= Beginning of Section =
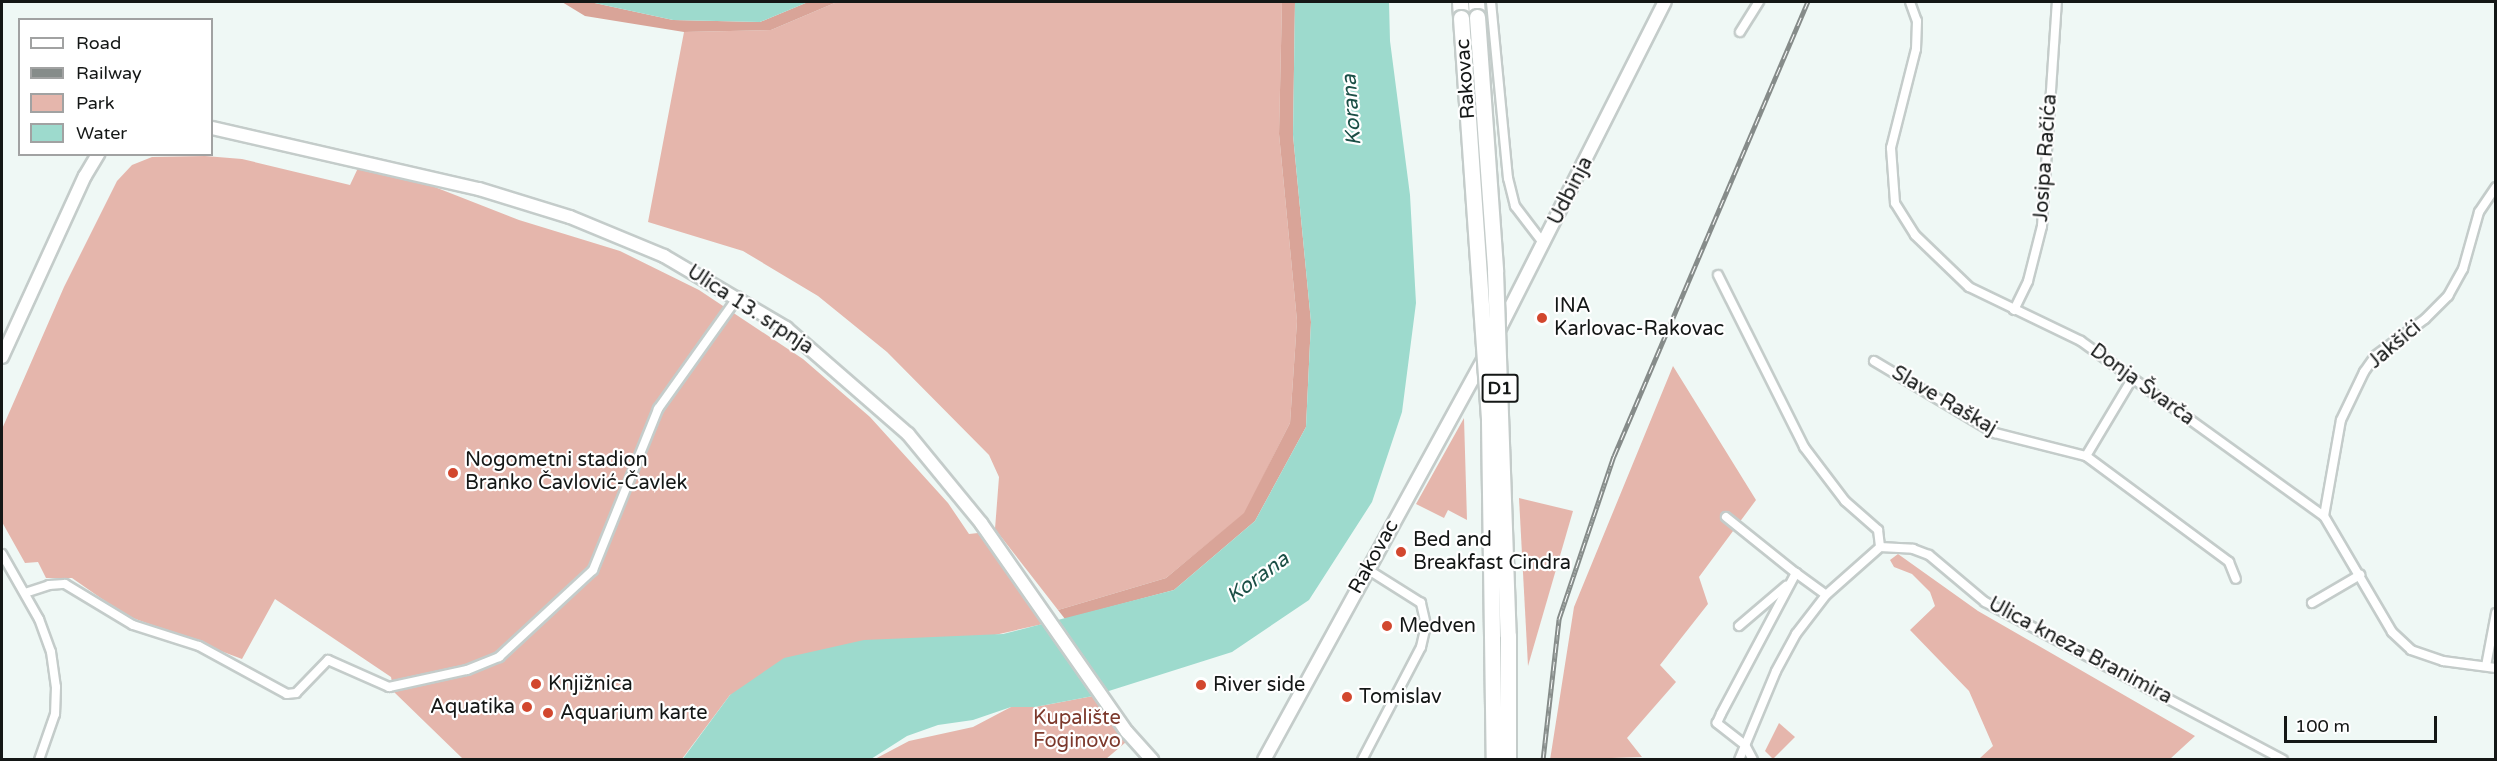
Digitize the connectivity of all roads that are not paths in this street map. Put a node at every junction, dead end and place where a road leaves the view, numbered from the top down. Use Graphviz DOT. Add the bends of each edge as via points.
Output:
graph roads {
  1 [pos="1460,2"];
  2 [pos="1491,2"];
  3 [pos="1665,2"];
  4 [pos="1760,2"];
  5 [pos="1910,2"];
  6 [pos="2057,2"];
  7 [pos="1476,9"];
  8 [pos="1740,32"];
  9 [pos="213,128"];
  10 [pos="97,156"];
  11 [pos="2496,188"];
  12 [pos="1544,244"];
  13 [pos="1718,275"];
  14 [pos="738,297"];
  15 [pos="2014,310"];
  16 [pos="2,357"];
  17 [pos="1874,361"];
  18 [pos="2132,379"];
  19 [pos="2086,456"];
  20 [pos="2325,516"];
  21 [pos="1726,517"];
  22 [pos="1880,547"];
  23 [pos="2,554"];
  24 [pos="1367,569"];
  25 [pos="1796,573"];
  26 [pos="2360,576"];
  27 [pos="2236,579"];
  28 [pos="1791,582"];
  29 [pos="25,593"];
  30 [pos="1826,595"];
  31 [pos="2312,603"];
  32 [pos="2496,613"];
  33 [pos="1739,626"];
  34 [pos="2491,667"];
  35 [pos="1745,745"];
  36 [pos="39,759"];
  37 [pos="1152,759"];
  38 [pos="1264,759"];
  39 [pos="1362,759"];
  40 [pos="1494,759"];
  41 [pos="1508,759"];
  42 [pos="1739,759"];
  43 [pos="1753,759"];
  44 [pos="2283,759"];
  1 -- 40 [label="highway, Rakovac / D1, bridge" via="1489,421"];
  2 -- 12 [label="street, Udbinja" via="1508,178 1515,206"];
  3 -- 12 [label="street, Udbinja"];
  4 -- 8 [label="street"];
  5 -- 15 [label="street, Donja Švarča" via="1917,21 1916,49 1891,148 1895,203 1903,220 1969,287"];
  6 -- 15 [label="street, Josipa Račića" via="2042,226 2028,281"];
  7 -- 41 [label="highway, Rakovac / D1, bridge" via="1495,271 1508,636"];
  9 -- 14 [label="street, Ulica 13. srpnja" via="479,189 570,217 664,256"];
  10 -- 16 [label="street"];
  11 -- 20 [label="street, Jakšići" via="2479,212 2463,268 2448,296 2426,319 2375,356 2364,372 2341,420"];
  12 -- 24 [label="street, Rakovac"];
  13 -- 22 [label="street" via="1804,447 1845,501 1878,530"];
  14 -- 29 [label="street" via="658,408 593,570 499,657 438,678 389,687 328,660 296,693 287,694 199,646 133,626 65,584"];
  14 -- 37 [label="street, Ulica 13. srpnja" via="786,328 908,434 990,536 1127,732"];
  15 -- 18 [label="street, Donja Švarča" via="2081,341"];
  17 -- 19 [label="street, Slave Raškaj" via="1995,433"];
  18 -- 19 [label="street"];
  18 -- 20 [label="street, Donja Švarča"];
  19 -- 27 [label="street, Slave Raškaj" via="2229,562"];
  20 -- 26 [label="street, Donja Švarča"];
  21 -- 25 [label="street"];
  22 -- 30 [label="street"];
  22 -- 44 [label="street, Ulica kneza Branimira" via="1913,549 1929,555 1985,602"];
  23 -- 29 [label="street"];
  24 -- 38 [label="street, Rakovac"];
  24 -- 39 [label="street" via="1421,603 1426,625 1421,647"];
  25 -- 28 [label="street"];
  25 -- 30 [label="street"];
  26 -- 31 [label="street"];
  26 -- 34 [label="street, Donja Švarča" via="2392,632 2411,650 2443,661"];
  28 -- 33 [label="street"];
  28 -- 35 [label="street" via="1717,723"];
  29 -- 36 [label="street" via="51,652 56,687 55,714"];
  30 -- 35 [label="street" via="1791,643"];
  32 -- 34 [label="street, Donja Švarča"];
  35 -- 42 [label="street"];
  35 -- 43 [label="street"];
}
= End of Section =
# Work item
An exact, word-for-word copy of the records is expected, with no pictures in it.

# Exercise solution
Digitize the connectivity of all roads that are not paths in this street map. Put a node at every junction, dead end and place where a road leaves the view, numbered from the top down. Use Graphviz DOT. Add the bends of each edge as via points.
Output:
graph roads {
  1 [pos="1460,2"];
  2 [pos="1491,2"];
  3 [pos="1665,2"];
  4 [pos="1760,2"];
  5 [pos="1910,2"];
  6 [pos="2057,2"];
  7 [pos="1476,9"];
  8 [pos="1740,32"];
  9 [pos="213,128"];
  10 [pos="97,156"];
  11 [pos="2496,188"];
  12 [pos="1544,244"];
  13 [pos="1718,275"];
  14 [pos="738,297"];
  15 [pos="2014,310"];
  16 [pos="2,357"];
  17 [pos="1874,361"];
  18 [pos="2132,379"];
  19 [pos="2086,456"];
  20 [pos="2325,516"];
  21 [pos="1726,517"];
  22 [pos="1880,547"];
  23 [pos="2,554"];
  24 [pos="1367,569"];
  25 [pos="1796,573"];
  26 [pos="2360,576"];
  27 [pos="2236,579"];
  28 [pos="1791,582"];
  29 [pos="25,593"];
  30 [pos="1826,595"];
  31 [pos="2312,603"];
  32 [pos="2496,613"];
  33 [pos="1739,626"];
  34 [pos="2491,667"];
  35 [pos="1745,745"];
  36 [pos="39,759"];
  37 [pos="1152,759"];
  38 [pos="1264,759"];
  39 [pos="1362,759"];
  40 [pos="1494,759"];
  41 [pos="1508,759"];
  42 [pos="1739,759"];
  43 [pos="1753,759"];
  44 [pos="2283,759"];
  1 -- 40 [label="highway, Rakovac / D1, bridge" via="1489,421"];
  2 -- 12 [label="street, Udbinja" via="1508,178 1515,206"];
  3 -- 12 [label="street, Udbinja"];
  4 -- 8 [label="street"];
  5 -- 15 [label="street, Donja Švarča" via="1917,21 1916,49 1891,148 1895,203 1903,220 1969,287"];
  6 -- 15 [label="street, Josipa Račića" via="2042,226 2028,281"];
  7 -- 41 [label="highway, Rakovac / D1, bridge" via="1495,271 1508,636"];
  9 -- 14 [label="street, Ulica 13. srpnja" via="479,189 570,217 664,256"];
  10 -- 16 [label="street"];
  11 -- 20 [label="street, Jakšići" via="2479,212 2463,268 2448,296 2426,319 2375,356 2364,372 2341,420"];
  12 -- 24 [label="street, Rakovac"];
  13 -- 22 [label="street" via="1804,447 1845,501 1878,530"];
  14 -- 29 [label="street" via="658,408 593,570 499,657 438,678 389,687 328,660 296,693 287,694 199,646 133,626 65,584"];
  14 -- 37 [label="street, Ulica 13. srpnja" via="786,328 908,434 990,536 1127,732"];
  15 -- 18 [label="street, Donja Švarča" via="2081,341"];
  17 -- 19 [label="street, Slave Raškaj" via="1995,433"];
  18 -- 19 [label="street"];
  18 -- 20 [label="street, Donja Švarča"];
  19 -- 27 [label="street, Slave Raškaj" via="2229,562"];
  20 -- 26 [label="street, Donja Švarča"];
  21 -- 25 [label="street"];
  22 -- 30 [label="street"];
  22 -- 44 [label="street, Ulica kneza Branimira" via="1913,549 1929,555 1985,602"];
  23 -- 29 [label="street"];
  24 -- 38 [label="street, Rakovac"];
  24 -- 39 [label="street" via="1421,603 1426,625 1421,647"];
  25 -- 28 [label="street"];
  25 -- 30 [label="street"];
  26 -- 31 [label="street"];
  26 -- 34 [label="street, Donja Švarča" via="2392,632 2411,650 2443,661"];
  28 -- 33 [label="street"];
  28 -- 35 [label="street" via="1717,723"];
  29 -- 36 [label="street" via="51,652 56,687 55,714"];
  30 -- 35 [label="street" via="1791,643"];
  32 -- 34 [label="street, Donja Švarča"];
  35 -- 42 [label="street"];
  35 -- 43 [label="street"];
}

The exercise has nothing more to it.